Note: This topic is not applicable to BAM-based projects.
Optimizing EST assembly parameters is very much an empirical process. Adjust the Minimum Match Percentage in order to change the way ESTs assemble for different homologs or alleles. Lowering the value may increase the chance that distinct homologs will assemble into the same contig, at the expense of risking assembly of unrelated sequences. Increasing the value too much, however, may prevent alleles of the same gene from assembling into the same contig.
If you use the default Minimum Match Percentage value for EST assemblies, you will frequently observe distinct alleles assembling into the same contig, as in the example below, from a Zebrafish EST assembly.
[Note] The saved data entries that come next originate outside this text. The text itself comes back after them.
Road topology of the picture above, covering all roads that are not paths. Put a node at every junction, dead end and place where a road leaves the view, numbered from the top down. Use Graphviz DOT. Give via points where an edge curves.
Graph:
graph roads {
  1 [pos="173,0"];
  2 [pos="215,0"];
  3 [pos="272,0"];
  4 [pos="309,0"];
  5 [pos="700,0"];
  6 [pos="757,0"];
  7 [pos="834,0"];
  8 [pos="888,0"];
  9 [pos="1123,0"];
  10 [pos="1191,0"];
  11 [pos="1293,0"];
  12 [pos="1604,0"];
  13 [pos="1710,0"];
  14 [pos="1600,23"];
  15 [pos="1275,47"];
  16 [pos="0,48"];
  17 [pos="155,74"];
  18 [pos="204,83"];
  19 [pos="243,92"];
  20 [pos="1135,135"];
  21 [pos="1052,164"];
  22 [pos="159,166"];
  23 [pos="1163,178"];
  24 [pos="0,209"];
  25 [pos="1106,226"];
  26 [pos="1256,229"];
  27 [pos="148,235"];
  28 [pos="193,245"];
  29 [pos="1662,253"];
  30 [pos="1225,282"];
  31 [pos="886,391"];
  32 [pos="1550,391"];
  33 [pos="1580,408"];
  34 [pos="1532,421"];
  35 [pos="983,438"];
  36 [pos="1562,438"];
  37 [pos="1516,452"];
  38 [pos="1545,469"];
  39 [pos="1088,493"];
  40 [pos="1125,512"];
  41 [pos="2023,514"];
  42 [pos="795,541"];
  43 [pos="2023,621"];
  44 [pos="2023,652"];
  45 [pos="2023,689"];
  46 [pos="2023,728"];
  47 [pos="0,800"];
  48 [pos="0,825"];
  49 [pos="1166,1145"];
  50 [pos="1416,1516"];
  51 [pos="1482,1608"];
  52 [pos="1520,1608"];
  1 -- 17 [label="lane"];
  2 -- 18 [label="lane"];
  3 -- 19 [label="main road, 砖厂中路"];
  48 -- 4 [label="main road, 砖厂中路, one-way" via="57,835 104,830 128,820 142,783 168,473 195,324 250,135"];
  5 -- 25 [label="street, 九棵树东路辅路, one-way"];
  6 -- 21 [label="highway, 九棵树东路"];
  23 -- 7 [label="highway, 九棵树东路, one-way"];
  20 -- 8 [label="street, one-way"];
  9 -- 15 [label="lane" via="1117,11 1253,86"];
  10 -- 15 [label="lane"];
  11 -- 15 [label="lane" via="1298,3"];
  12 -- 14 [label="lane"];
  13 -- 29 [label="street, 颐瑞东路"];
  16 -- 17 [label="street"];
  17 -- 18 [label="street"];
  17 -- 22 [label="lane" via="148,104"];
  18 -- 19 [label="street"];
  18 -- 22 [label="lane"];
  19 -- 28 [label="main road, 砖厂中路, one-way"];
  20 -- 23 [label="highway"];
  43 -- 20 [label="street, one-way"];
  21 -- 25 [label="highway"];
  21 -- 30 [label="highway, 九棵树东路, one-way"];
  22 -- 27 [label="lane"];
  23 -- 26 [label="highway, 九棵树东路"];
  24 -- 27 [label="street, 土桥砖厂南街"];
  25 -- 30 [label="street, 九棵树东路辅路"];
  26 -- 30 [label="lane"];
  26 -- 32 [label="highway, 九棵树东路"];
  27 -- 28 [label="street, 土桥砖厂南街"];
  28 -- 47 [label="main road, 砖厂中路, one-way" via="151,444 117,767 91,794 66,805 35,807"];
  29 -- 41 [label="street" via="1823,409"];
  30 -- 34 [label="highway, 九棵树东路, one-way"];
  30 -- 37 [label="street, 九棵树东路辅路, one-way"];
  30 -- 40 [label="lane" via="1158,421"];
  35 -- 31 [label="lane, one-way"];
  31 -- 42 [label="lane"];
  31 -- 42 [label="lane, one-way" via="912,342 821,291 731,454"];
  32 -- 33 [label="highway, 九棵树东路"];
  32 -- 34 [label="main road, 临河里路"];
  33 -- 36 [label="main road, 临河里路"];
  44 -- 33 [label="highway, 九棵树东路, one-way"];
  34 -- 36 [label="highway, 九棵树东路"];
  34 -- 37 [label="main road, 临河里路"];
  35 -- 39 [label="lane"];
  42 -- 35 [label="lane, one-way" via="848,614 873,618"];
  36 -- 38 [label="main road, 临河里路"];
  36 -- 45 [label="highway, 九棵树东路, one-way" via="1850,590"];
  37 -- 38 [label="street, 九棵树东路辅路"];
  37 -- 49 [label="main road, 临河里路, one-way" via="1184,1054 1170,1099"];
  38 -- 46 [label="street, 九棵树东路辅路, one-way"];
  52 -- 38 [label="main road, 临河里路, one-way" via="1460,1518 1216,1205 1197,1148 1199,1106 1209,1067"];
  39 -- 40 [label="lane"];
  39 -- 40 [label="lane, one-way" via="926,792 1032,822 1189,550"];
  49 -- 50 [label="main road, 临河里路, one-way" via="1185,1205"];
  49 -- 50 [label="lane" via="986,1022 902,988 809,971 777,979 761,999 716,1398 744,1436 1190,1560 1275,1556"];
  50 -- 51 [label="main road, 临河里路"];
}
This segment of otherwise very similar reads in the same contig shows compelling evidence for allelic variation, because there are multiple examples of each of two consistent sequence differences. If you wish, you may be able to separate the reads for two or more alleles or homologs into different contigs using the Suggest Conflict Splits command.
Note: SeqMan Pro cannot unequivocally distinguish between alleles and homologs. The verification of alleles and homologs must be determined using additional scientific analysis.
Suggested allele: 1,2,1,1,2,1,2, from top to bottom
If you are assembling ESTs onto a genomic backbone, you may wish to edit the Assembling parameters to accommodate large gaps corresponding to introns, as follows:
•Decrease the Minimum Match Percentage.
•Decrease the Gap Length Penalty.